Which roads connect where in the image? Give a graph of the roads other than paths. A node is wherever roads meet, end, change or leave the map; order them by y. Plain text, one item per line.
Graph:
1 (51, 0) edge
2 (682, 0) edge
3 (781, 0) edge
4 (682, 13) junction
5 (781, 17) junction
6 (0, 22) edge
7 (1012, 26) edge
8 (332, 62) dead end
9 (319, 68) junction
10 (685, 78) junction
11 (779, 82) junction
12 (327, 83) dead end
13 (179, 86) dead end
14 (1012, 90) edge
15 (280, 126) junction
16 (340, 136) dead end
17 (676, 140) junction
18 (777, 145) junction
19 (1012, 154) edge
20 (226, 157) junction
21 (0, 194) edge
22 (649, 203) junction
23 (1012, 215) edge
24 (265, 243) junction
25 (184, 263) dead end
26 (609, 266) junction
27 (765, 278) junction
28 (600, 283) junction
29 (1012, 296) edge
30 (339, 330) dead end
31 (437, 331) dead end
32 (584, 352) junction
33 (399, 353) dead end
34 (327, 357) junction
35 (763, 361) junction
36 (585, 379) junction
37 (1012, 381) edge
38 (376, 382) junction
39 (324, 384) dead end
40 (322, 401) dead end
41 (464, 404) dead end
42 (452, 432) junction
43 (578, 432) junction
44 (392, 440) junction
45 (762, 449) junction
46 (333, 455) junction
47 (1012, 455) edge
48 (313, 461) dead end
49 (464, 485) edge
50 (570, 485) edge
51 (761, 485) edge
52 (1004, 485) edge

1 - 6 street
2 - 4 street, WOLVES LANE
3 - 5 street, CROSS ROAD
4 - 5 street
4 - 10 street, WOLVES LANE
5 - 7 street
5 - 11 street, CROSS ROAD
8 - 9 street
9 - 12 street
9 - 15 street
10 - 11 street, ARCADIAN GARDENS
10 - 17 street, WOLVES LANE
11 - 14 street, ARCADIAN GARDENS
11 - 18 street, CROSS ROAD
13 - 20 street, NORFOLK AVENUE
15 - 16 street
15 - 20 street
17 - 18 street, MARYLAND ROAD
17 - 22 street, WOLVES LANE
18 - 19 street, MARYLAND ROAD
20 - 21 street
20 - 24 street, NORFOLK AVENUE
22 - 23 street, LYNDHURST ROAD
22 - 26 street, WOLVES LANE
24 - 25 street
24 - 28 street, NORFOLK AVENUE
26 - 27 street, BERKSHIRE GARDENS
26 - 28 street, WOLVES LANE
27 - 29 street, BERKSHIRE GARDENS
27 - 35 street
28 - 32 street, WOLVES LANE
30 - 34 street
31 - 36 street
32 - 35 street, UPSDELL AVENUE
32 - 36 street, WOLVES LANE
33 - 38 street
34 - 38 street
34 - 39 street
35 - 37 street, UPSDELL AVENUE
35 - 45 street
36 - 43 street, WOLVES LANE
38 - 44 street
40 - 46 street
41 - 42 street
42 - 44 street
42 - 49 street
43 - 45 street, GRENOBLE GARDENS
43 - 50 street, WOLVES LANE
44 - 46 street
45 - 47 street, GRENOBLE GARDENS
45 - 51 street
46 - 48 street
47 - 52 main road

*What you will do*
Work out how many lines of the entries include the word "GARDENS", and respond with that number and nothing more.

*Reply*
6